This question is motivated by the idea of Wronskian and independence in Differential Equation course. Let $y_1$ and $y_2$ be two functions and I thought this matrix equation perfectly sums the idea of Wronskian. (In other words, $y_1$ and $y_2$ are linearly dependent if there exist non-trivial $c_1$ and $c_2$.)
$\left[ \begin{array}{c} 0 \\ 0 \end{array} \right] = \begin{bmatrix} y_1 & y_2 \\ y_1' & y_2' \end{bmatrix} \times \left[ \begin{array}{c} c_1 \\ c_2 \end{array} \right]$
I had this proposition in my course that if $y_1(x)$ and $y_2(x)$ are linearly dependent then the Wronskian must be $0$. However I was wondering why does the converse not hold.
I know that the converse partially hold under some assumption, and that there are also counterexamples. However, I do not know where my thinking below has gone wrong.
My thought:
For clarification, the Wronskian, further denoted by $W$, is $W=\begin{bmatrix} y_1 & y_2 \\ y_1' & y_2' \end{bmatrix}$.

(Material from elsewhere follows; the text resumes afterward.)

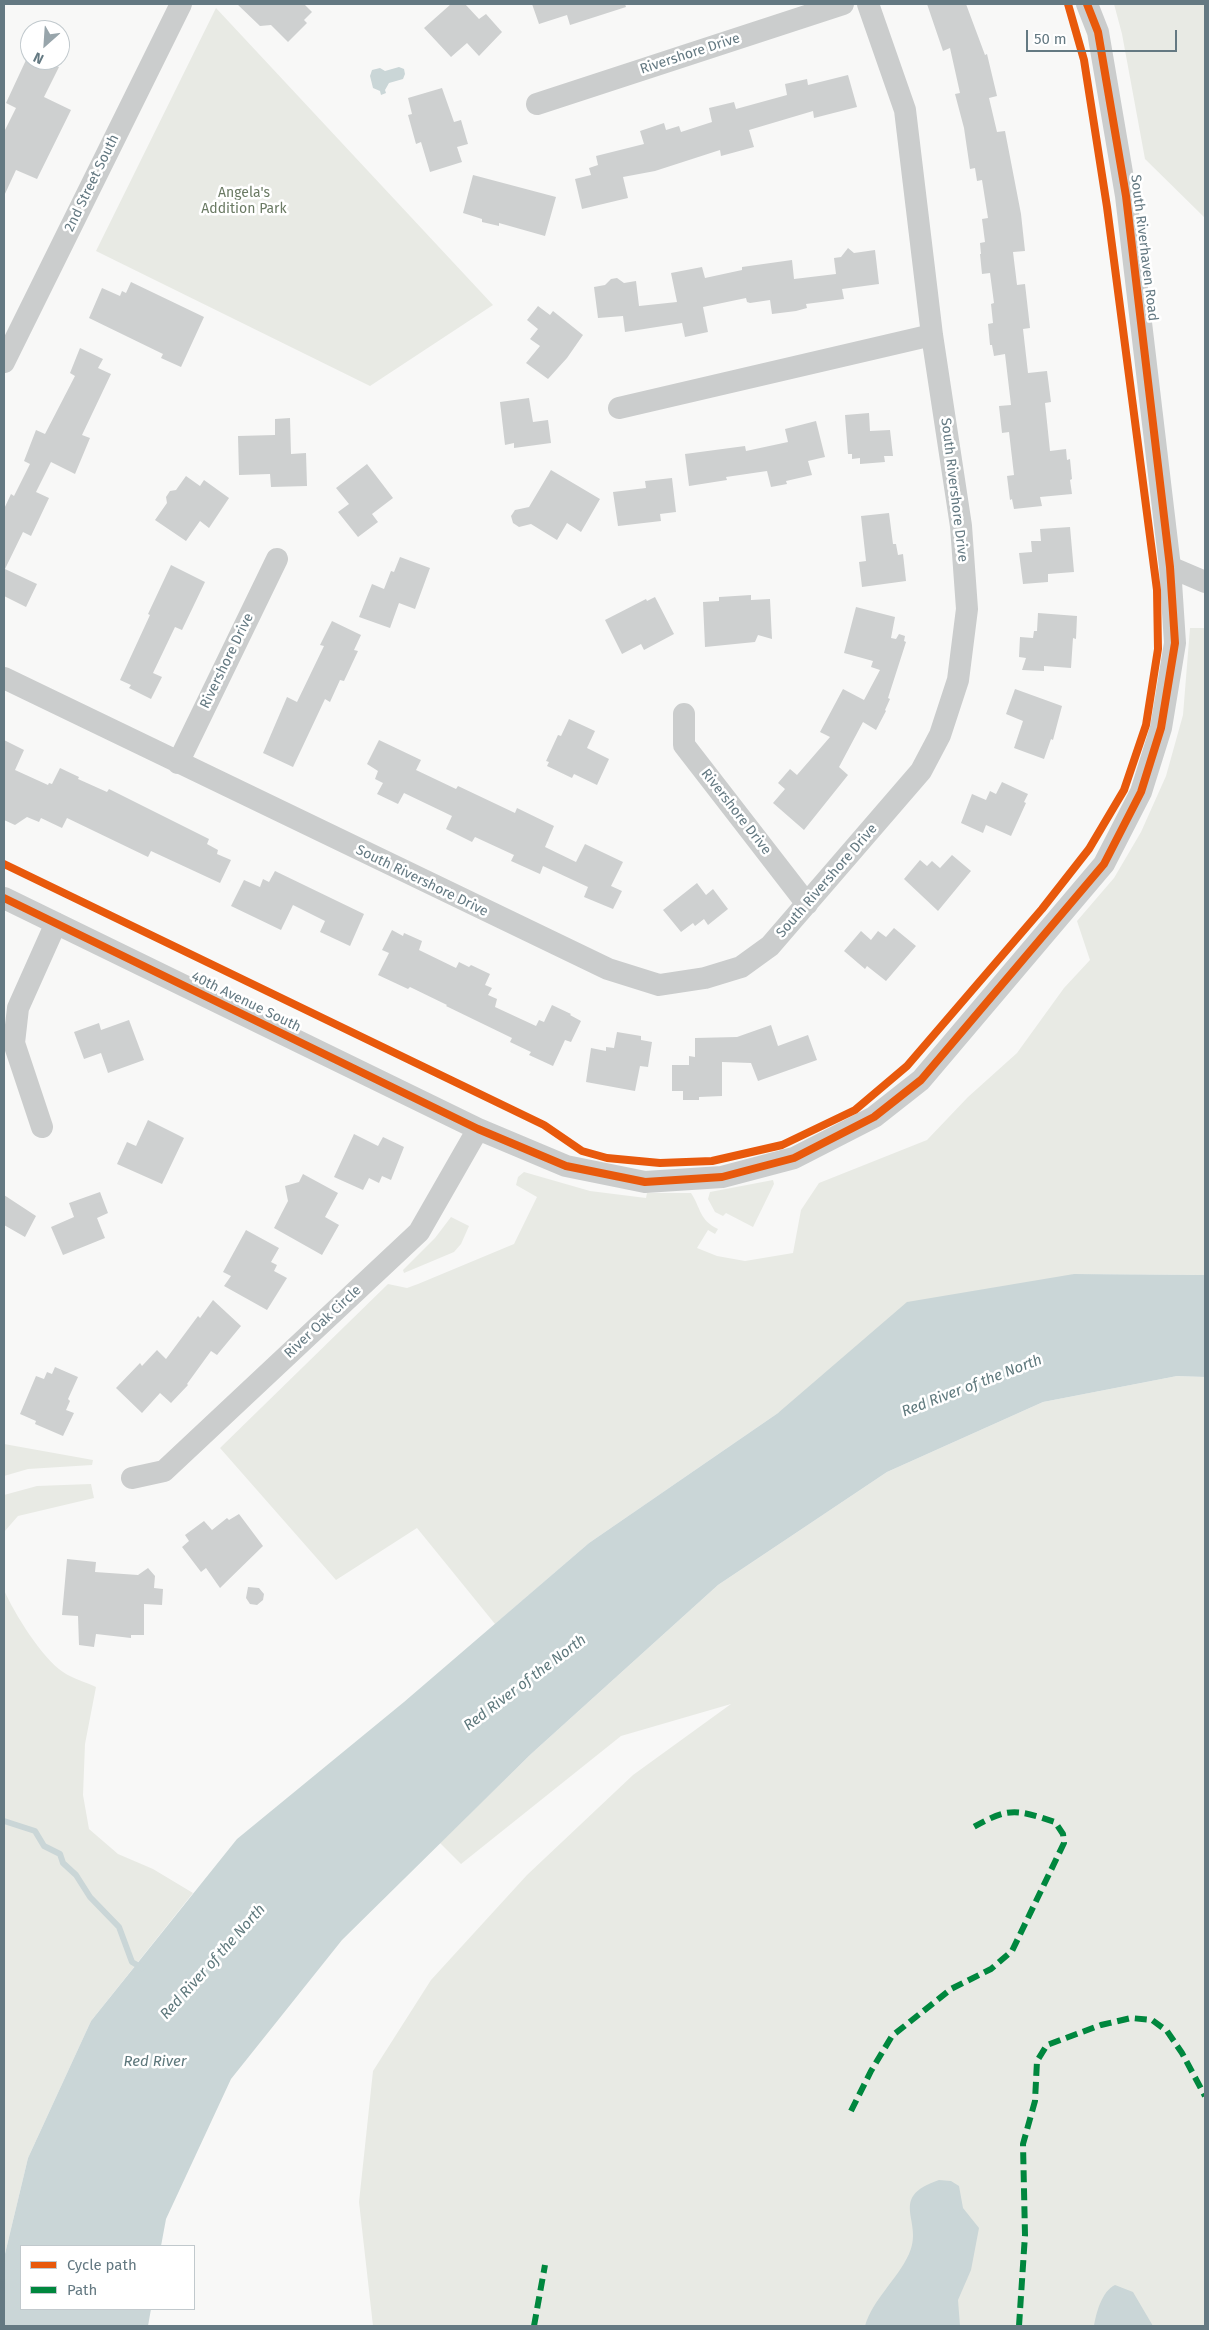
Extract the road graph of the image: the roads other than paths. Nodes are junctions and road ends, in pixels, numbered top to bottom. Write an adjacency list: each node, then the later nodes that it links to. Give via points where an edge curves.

I thought about this in a more Linear Algebra way, $W:\mathbb{F}^2\to \mathbb{F}^2$. Assuming $\det(W) =0$ then $W$ is not invertible, then $W$ is not injective and so the kernel is non-trivial and so must admits non-trivial $c_1$, $c_2$ such that the above matrix equation holds and so $y_1$ and $y_2$ must be linearly dependent. Where have I gone wrong in this argument?
Thank you so much!
The problem is that for general functions, your coefficients $c_k$ can depend on $x$, for each $x$ you get a non-trivial kernel vector, but its direction may vary with $x$. This is not what is generally understood as dependence.
It is only in the case that both functions are solutions of the same second order differential equation that you can propagate the dependence coefficient from one initial $x$ to all $x$ in the domain.